Alright, let’s dive into my little experiment with predicting Tomas Martin Etcheverry’s performance. It was a bit of a wild ride, but hey, that’s what makes it fun, right?

So, it all started because I was bored, plain and simple. I mean, I had seen Etcheverry play a few times and thought, “Why not try and build something to predict his matches?”. I figured I’d learn a thing or two along the way. Plus, bragging rights if I got it right, obviously!
First things first, data. I spent ages scraping data from various tennis websites. Match stats, player rankings, court surfaces – the whole shebang. It was messy, let me tell you. Dates in different formats, missing data, websites changing their layouts… It was a pain in the butt. I ended up cleaning it all up with Python and Pandas. That alone took a solid week.
Then came the fun part, at least I thought so at the time: the modeling. I tried a bunch of different things. Started with a simple logistic regression because, well, it’s simple! But the results were… meh. Then I dabbled with some more complex stuff, like Random Forests and Gradient Boosting. Those seemed promising, but still not quite there.
- Logistic Regression: Easy to implement, but not great performance.

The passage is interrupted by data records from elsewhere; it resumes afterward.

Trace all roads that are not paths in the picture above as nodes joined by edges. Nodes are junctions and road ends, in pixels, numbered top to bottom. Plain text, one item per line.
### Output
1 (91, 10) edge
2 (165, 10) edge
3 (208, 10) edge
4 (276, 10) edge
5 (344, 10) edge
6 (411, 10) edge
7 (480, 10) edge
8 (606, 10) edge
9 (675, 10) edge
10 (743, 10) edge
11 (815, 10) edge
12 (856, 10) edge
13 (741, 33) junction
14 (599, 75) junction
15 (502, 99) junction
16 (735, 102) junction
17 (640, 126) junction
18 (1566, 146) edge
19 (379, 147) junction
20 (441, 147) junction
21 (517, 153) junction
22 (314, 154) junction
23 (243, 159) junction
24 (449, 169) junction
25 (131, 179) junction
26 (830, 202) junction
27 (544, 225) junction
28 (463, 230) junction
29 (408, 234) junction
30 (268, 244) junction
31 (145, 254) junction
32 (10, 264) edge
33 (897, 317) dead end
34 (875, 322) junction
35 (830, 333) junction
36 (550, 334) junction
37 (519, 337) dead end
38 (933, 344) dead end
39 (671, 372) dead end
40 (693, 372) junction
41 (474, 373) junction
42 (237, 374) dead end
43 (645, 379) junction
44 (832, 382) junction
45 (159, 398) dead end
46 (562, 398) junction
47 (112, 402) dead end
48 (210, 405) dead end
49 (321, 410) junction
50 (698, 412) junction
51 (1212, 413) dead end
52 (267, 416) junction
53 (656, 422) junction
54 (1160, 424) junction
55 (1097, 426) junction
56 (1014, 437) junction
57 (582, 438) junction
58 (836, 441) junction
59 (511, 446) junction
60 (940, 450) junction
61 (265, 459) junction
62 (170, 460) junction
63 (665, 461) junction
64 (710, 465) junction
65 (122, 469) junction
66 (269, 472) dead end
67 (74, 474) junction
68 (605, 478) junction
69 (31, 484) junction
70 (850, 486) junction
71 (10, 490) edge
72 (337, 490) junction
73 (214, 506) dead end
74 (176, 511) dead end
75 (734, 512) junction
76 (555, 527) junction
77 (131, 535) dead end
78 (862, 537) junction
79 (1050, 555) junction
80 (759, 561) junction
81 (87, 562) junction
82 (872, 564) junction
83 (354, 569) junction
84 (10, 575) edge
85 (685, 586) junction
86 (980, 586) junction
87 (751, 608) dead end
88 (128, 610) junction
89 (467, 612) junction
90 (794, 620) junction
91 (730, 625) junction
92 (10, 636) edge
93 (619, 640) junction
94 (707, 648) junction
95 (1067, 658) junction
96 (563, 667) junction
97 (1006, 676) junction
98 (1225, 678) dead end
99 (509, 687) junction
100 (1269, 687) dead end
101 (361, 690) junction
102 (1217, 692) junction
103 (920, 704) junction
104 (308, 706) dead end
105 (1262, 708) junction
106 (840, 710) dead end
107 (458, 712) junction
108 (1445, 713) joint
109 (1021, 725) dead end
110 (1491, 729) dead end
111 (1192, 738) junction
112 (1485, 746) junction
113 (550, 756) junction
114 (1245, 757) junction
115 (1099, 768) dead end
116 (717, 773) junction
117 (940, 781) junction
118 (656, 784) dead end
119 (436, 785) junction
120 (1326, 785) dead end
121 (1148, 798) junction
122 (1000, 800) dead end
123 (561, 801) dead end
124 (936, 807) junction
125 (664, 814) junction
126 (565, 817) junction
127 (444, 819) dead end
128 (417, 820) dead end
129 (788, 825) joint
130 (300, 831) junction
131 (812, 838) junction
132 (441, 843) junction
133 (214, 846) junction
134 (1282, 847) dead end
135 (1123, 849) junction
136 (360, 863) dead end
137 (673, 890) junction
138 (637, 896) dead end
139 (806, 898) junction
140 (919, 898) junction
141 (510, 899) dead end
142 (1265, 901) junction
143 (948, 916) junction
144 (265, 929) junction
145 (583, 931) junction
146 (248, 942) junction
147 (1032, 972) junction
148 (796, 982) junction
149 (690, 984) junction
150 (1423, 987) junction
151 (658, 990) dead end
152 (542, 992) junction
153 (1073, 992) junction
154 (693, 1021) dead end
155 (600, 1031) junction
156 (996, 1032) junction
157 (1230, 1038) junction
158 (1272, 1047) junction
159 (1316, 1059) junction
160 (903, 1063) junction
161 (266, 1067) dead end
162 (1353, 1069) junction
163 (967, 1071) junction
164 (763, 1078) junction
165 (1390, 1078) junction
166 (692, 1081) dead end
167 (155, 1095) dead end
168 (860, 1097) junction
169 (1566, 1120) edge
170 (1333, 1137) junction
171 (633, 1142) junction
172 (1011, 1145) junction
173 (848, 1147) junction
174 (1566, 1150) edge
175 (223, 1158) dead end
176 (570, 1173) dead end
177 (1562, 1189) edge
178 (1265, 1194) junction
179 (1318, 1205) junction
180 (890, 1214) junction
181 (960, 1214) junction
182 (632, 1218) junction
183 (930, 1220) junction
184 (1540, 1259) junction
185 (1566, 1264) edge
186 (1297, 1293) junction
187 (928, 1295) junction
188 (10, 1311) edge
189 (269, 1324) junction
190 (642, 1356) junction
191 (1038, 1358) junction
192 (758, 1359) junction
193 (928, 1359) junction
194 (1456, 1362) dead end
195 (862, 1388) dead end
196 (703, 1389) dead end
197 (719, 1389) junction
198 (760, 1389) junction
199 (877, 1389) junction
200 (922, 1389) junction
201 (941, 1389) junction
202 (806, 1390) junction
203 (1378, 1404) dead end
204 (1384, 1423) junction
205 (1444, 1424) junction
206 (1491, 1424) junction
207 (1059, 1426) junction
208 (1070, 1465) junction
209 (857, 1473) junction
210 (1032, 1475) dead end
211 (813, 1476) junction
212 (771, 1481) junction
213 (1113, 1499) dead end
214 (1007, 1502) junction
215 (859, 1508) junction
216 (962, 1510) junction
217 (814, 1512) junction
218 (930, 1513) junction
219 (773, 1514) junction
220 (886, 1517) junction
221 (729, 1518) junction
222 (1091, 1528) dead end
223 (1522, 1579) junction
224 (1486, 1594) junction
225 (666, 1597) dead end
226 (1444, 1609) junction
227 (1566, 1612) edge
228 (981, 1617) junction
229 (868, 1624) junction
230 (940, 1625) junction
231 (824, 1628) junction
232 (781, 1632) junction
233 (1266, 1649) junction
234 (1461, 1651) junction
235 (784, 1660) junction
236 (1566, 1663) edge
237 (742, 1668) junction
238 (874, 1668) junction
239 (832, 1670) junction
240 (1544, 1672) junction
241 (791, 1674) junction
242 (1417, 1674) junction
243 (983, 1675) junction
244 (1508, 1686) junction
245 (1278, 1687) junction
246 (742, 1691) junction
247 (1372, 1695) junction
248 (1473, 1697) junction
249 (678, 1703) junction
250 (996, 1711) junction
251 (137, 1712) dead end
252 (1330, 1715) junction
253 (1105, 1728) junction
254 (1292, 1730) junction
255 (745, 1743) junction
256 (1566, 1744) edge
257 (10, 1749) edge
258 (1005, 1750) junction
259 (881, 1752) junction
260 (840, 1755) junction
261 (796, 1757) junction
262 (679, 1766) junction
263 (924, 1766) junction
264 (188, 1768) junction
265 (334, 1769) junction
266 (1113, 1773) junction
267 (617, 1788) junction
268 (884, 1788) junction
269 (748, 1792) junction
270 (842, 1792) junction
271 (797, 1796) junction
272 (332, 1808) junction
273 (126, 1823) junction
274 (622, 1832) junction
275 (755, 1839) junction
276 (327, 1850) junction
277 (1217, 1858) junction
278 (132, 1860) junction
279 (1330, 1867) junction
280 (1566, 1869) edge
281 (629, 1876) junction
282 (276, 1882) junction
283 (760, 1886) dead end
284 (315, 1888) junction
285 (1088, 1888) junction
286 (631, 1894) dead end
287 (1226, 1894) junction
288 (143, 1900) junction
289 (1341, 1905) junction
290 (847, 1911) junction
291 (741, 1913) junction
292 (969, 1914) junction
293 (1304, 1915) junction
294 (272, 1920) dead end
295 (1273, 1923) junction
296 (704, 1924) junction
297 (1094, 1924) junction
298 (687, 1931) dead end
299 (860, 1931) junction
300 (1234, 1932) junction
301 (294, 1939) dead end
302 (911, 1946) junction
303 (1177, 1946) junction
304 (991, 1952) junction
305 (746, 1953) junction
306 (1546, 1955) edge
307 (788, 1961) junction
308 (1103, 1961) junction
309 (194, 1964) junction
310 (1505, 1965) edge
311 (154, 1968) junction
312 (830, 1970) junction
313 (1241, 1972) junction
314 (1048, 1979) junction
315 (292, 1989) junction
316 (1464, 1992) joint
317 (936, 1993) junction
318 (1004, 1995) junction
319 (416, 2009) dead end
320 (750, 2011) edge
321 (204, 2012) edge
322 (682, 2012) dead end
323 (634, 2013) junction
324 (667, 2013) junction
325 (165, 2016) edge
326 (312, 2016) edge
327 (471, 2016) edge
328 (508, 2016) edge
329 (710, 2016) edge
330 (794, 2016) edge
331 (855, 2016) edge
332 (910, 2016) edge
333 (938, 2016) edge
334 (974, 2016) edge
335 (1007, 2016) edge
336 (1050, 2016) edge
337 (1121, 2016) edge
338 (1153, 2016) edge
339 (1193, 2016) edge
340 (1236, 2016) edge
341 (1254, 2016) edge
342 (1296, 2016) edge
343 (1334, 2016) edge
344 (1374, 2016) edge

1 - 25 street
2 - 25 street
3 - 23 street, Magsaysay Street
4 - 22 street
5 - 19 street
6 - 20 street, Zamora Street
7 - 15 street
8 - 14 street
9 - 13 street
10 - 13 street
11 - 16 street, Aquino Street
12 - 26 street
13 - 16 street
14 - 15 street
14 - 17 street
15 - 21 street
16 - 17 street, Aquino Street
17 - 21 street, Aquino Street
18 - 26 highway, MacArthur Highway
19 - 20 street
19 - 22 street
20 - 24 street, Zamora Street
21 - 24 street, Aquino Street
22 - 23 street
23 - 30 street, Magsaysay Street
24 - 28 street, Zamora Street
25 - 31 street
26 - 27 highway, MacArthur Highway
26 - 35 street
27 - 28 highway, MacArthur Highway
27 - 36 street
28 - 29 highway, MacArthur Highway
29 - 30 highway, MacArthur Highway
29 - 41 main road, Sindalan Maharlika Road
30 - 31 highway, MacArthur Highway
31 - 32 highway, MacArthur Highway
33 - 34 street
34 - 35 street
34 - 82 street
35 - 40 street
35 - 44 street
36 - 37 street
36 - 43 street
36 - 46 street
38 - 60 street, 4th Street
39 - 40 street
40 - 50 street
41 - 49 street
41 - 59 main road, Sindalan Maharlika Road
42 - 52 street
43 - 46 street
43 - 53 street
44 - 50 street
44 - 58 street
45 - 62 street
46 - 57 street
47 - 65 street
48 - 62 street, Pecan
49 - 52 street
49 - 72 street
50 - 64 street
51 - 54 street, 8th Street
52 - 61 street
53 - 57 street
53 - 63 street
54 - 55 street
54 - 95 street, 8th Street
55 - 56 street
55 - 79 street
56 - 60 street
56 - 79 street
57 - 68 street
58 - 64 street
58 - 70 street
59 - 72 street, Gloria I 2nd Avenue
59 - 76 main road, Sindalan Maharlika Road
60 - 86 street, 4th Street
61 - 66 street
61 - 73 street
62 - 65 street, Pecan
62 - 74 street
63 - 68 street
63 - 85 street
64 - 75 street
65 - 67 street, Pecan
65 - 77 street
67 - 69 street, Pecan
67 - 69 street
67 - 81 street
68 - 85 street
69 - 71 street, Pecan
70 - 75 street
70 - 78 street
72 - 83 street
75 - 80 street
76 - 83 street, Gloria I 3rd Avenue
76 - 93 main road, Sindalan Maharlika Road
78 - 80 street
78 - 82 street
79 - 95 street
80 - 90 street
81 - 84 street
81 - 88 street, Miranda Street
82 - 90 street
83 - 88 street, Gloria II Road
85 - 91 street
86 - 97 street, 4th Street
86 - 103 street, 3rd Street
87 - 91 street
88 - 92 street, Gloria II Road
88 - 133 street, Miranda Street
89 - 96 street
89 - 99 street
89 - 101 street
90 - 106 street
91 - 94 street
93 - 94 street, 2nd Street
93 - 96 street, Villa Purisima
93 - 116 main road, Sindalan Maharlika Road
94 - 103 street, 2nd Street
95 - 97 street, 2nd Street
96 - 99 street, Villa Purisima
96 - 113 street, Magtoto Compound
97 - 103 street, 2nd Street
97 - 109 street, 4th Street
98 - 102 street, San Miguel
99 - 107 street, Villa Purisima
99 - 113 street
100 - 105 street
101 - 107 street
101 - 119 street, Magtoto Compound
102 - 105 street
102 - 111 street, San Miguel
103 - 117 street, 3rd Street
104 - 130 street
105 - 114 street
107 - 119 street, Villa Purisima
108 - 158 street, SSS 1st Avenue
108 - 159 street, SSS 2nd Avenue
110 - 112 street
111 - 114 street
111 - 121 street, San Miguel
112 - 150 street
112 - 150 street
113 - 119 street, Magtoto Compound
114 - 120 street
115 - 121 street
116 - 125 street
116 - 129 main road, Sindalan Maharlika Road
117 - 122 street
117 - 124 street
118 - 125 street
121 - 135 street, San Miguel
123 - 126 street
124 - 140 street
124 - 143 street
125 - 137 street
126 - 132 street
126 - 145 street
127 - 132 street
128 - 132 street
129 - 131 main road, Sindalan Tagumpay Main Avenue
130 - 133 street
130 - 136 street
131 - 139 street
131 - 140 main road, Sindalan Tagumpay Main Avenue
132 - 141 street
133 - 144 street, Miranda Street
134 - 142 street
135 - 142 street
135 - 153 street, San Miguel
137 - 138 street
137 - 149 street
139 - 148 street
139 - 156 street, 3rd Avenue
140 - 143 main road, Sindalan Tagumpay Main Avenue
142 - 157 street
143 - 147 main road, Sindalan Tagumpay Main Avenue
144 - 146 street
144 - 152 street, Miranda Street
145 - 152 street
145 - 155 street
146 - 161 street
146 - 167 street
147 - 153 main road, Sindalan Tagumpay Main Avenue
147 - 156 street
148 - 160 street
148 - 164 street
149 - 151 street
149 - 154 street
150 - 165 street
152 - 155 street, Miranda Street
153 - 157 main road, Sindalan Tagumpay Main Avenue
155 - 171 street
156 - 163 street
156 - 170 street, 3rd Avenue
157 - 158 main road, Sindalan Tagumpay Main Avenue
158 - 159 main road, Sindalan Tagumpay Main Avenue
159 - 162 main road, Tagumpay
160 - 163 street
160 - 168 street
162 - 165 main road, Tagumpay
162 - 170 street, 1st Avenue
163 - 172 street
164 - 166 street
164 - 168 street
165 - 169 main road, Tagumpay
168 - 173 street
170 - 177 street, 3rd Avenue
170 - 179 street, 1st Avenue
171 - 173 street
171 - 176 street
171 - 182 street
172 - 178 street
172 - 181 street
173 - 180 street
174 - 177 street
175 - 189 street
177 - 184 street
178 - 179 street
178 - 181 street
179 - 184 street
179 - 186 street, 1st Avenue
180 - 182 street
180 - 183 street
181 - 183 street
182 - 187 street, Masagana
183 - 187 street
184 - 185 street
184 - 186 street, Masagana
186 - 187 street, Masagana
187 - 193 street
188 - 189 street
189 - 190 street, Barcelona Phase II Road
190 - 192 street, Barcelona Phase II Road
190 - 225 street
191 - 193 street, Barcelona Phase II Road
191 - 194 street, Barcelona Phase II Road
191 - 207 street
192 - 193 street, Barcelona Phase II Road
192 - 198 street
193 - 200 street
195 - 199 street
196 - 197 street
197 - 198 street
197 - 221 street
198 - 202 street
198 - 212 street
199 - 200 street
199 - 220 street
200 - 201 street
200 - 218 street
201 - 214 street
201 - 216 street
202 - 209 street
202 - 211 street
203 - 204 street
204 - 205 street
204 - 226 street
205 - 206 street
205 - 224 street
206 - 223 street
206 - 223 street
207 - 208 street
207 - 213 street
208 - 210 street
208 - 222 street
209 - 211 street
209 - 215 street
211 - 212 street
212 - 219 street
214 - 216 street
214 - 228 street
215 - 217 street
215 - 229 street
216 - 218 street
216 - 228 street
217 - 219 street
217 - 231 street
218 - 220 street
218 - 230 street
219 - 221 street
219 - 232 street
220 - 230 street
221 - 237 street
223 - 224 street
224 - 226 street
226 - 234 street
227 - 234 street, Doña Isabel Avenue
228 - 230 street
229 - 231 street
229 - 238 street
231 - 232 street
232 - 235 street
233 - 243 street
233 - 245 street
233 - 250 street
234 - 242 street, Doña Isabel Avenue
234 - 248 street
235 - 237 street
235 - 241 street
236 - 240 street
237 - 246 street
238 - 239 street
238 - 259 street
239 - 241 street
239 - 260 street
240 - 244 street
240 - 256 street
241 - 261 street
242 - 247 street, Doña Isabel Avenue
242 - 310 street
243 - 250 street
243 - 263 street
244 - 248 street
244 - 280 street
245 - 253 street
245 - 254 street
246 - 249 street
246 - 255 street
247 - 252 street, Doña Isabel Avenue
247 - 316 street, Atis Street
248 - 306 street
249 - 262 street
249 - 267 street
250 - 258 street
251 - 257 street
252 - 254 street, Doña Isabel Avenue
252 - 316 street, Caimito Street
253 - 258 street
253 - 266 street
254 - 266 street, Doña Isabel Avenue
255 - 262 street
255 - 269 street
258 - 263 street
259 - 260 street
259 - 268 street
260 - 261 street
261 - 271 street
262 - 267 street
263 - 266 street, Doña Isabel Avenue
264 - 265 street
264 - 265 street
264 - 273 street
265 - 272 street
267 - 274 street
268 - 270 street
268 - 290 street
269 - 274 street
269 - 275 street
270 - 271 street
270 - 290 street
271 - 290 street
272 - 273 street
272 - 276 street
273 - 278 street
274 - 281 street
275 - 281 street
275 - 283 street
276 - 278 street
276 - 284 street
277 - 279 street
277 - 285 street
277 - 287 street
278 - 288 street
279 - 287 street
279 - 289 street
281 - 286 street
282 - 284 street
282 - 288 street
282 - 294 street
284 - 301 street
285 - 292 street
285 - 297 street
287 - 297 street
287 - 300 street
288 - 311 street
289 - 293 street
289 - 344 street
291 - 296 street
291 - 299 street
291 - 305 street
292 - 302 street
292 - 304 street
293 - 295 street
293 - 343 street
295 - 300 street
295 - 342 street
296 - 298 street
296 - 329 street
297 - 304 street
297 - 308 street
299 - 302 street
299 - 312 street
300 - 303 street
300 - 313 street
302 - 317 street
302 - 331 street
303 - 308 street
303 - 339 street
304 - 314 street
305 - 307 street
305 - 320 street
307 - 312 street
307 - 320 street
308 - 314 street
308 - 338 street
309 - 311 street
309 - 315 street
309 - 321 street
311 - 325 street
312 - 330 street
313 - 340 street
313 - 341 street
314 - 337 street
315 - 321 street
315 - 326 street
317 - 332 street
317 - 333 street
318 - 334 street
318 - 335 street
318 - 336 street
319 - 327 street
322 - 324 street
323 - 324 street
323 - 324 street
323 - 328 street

- Random Forest: Better, but prone to overfitting.
- Gradient Boosting: Promising, but needed lots of tweaking.
The biggest challenge? Feature engineering. What stats actually MATTER when predicting Etcheverry’s matches? Was it his serve percentage? His unforced errors on clay? His head-to-head record against left-handed players? I spent hours trying different combinations, tweaking the models, and pulling my hair out.
I even tried to factor in things like the weather, the crowd support, and whether Etcheverry had just eaten a good empanada (okay, maybe not that last one, but you get the idea!).

One thing I realized early on was that court surface was HUGE. Etcheverry is clearly better on clay than on hard courts, so I had to make sure the model took that into account. I also found that his performance against top-ranked players was a good indicator of his overall form.
After weeks of tinkering, I finally settled on a Gradient Boosting model with a bunch of custom features. I trained it on all the historical data I could find and then… the moment of truth! I used it to predict the outcome of Etcheverry’s next match.
The result? Let’s just say it wasn’t perfect. I got some predictions right, and some hilariously wrong. But that’s the name of the game, right? It was a good learning experience. I learned a ton about data science, machine learning, and the surprisingly complex world of professional tennis.
Would I do it again? Probably. Maybe with more data, better features, and a bit more luck. But hey, it was a fun project, and I got to tell you all about it! So, yeah, that was my wild ride trying to predict Tomas Martin Etcheverry’s matches. What a blast!